__Your instructions__
What is needed here is each entry reproduced exactly, without its pictures.

------------

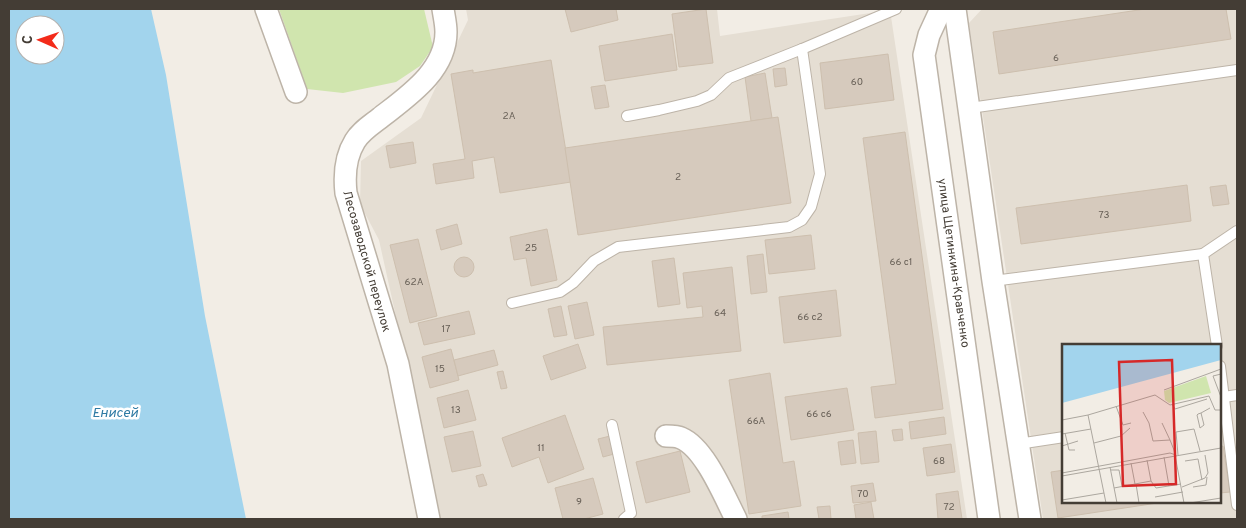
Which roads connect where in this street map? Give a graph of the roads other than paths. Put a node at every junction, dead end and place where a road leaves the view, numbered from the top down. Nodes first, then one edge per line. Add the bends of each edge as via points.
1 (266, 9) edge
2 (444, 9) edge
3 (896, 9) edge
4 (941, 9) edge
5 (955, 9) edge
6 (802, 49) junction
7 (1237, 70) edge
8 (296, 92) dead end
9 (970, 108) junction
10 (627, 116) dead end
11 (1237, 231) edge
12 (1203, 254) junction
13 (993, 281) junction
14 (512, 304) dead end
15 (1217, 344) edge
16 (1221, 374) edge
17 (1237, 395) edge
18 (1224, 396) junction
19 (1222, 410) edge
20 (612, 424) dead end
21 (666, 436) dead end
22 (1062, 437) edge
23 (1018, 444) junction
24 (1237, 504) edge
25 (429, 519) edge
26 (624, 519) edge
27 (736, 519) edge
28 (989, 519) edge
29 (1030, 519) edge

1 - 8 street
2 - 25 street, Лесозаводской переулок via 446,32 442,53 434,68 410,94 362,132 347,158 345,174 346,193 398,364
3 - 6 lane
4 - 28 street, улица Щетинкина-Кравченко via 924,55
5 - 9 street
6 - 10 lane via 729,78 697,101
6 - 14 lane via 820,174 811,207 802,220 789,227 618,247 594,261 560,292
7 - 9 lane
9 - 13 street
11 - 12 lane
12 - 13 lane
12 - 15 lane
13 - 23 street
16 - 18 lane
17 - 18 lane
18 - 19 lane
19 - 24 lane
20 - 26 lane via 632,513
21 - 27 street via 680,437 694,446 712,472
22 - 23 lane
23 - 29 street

------------

__Exercise response__
Which roads connect where in this street map? Give a graph of the roads other than paths. Put a node at every junction, dead end and place where a road leaves the view, numbered from the top down. Nodes first, then one edge per line. Add the bends of each edge as via points.
1 (266, 9) edge
2 (444, 9) edge
3 (896, 9) edge
4 (941, 9) edge
5 (955, 9) edge
6 (802, 49) junction
7 (1237, 70) edge
8 (296, 92) dead end
9 (970, 108) junction
10 (627, 116) dead end
11 (1237, 231) edge
12 (1203, 254) junction
13 (993, 281) junction
14 (512, 304) dead end
15 (1217, 344) edge
16 (1221, 374) edge
17 (1237, 395) edge
18 (1224, 396) junction
19 (1222, 410) edge
20 (612, 424) dead end
21 (666, 436) dead end
22 (1062, 437) edge
23 (1018, 444) junction
24 (1237, 504) edge
25 (429, 519) edge
26 (624, 519) edge
27 (736, 519) edge
28 (989, 519) edge
29 (1030, 519) edge

1 - 8 street
2 - 25 street, Лесозаводской переулок via 446,32 442,53 434,68 410,94 362,132 347,158 345,174 346,193 398,364
3 - 6 lane
4 - 28 street, улица Щетинкина-Кравченко via 924,55
5 - 9 street
6 - 10 lane via 729,78 697,101
6 - 14 lane via 820,174 811,207 802,220 789,227 618,247 594,261 560,292
7 - 9 lane
9 - 13 street
11 - 12 lane
12 - 13 lane
12 - 15 lane
13 - 23 street
16 - 18 lane
17 - 18 lane
18 - 19 lane
19 - 24 lane
20 - 26 lane via 632,513
21 - 27 street via 680,437 694,446 712,472
22 - 23 lane
23 - 29 street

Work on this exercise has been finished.